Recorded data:
----------

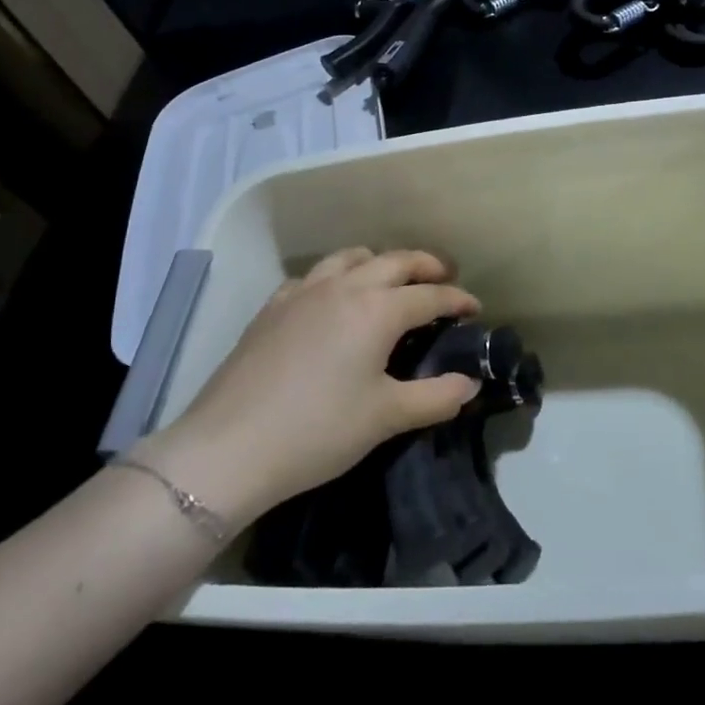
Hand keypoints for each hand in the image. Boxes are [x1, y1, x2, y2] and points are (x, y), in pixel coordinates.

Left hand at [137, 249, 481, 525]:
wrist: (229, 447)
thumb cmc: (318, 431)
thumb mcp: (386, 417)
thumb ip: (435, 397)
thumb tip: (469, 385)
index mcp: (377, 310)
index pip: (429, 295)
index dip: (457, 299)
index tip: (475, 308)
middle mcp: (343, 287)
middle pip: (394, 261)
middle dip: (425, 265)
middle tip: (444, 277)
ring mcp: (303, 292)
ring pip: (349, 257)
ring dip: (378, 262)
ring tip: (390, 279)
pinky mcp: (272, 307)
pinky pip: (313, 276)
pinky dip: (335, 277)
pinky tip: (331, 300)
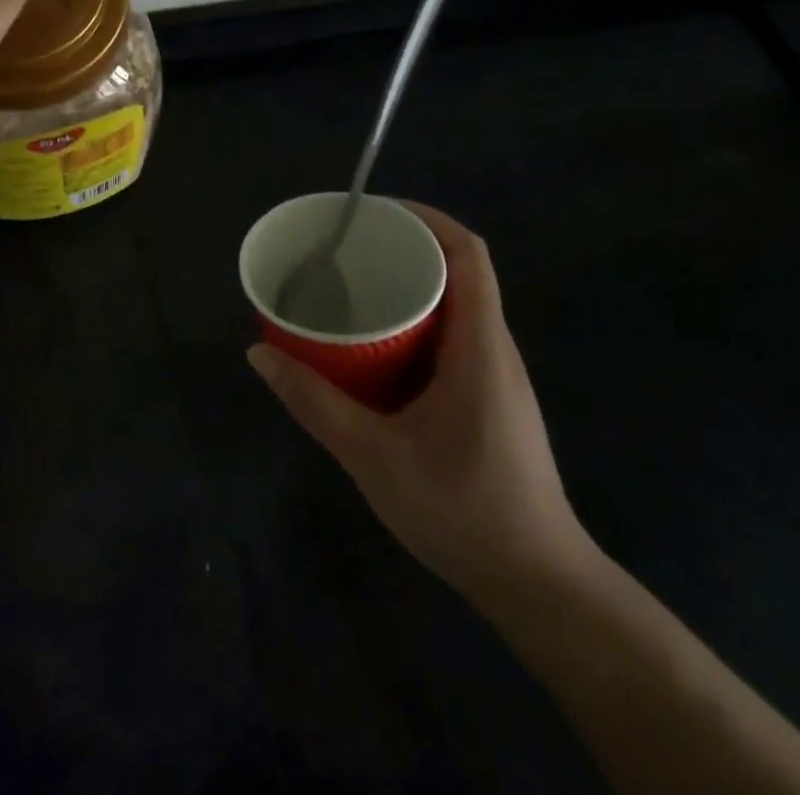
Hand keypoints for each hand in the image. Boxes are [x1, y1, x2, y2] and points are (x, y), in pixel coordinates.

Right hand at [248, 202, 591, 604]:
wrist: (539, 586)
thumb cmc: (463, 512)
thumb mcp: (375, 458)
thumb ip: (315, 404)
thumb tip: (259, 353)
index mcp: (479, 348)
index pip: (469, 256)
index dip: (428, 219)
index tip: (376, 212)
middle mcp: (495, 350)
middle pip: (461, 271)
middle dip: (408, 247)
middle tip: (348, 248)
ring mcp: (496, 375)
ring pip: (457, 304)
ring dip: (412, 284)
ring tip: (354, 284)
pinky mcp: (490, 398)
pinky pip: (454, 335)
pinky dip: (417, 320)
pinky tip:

----------

**Task item:** With images left out, the data must be transcribed exactly.

**Result of the task:**
Hand keypoints for each hand in the image. Boxes are [x1, y1, x2, y2] and points are (x, y), in pixel coordinates.

Left hand at [137, 249, 481, 525]:
wrist: (229, 447)
thumb cmc: (318, 431)
thumb mcp: (386, 417)
thumb ip: (435, 397)
thumb tip: (469, 385)
index mcp: (377, 310)
index pip: (429, 295)
index dip: (457, 299)
index tip: (475, 308)
middle mcp: (343, 287)
middle pip: (394, 261)
middle dip: (425, 265)
middle tip: (444, 277)
ring mcp: (303, 292)
ring pip: (349, 257)
ring dip: (378, 262)
ring tip: (390, 279)
pinky mcp: (272, 307)
pinky pip: (313, 276)
pinky dip: (335, 277)
pinky tip: (331, 300)
Hand keypoints for each hand in the image. Boxes are [x1, y1, x2, y2] and points are (x, y), in pixel coordinates.

Right hand at [248, 202, 591, 604]:
wrist: (539, 586)
thumb cmc: (463, 512)
thumb mcp: (375, 458)
thumb ip: (315, 404)
thumb tip: (259, 353)
index mcp: (479, 348)
index pip: (469, 256)
index dip: (428, 219)
index tip: (376, 212)
middle mcp: (495, 350)
middle pip: (461, 271)
middle dip: (408, 247)
middle tip: (348, 248)
ring mcp: (496, 375)
ring pip: (457, 304)
ring dip: (412, 284)
ring tip: (354, 284)
pinky mcp: (490, 398)
pinky pip: (454, 335)
pinky dip: (417, 320)
pinky tip:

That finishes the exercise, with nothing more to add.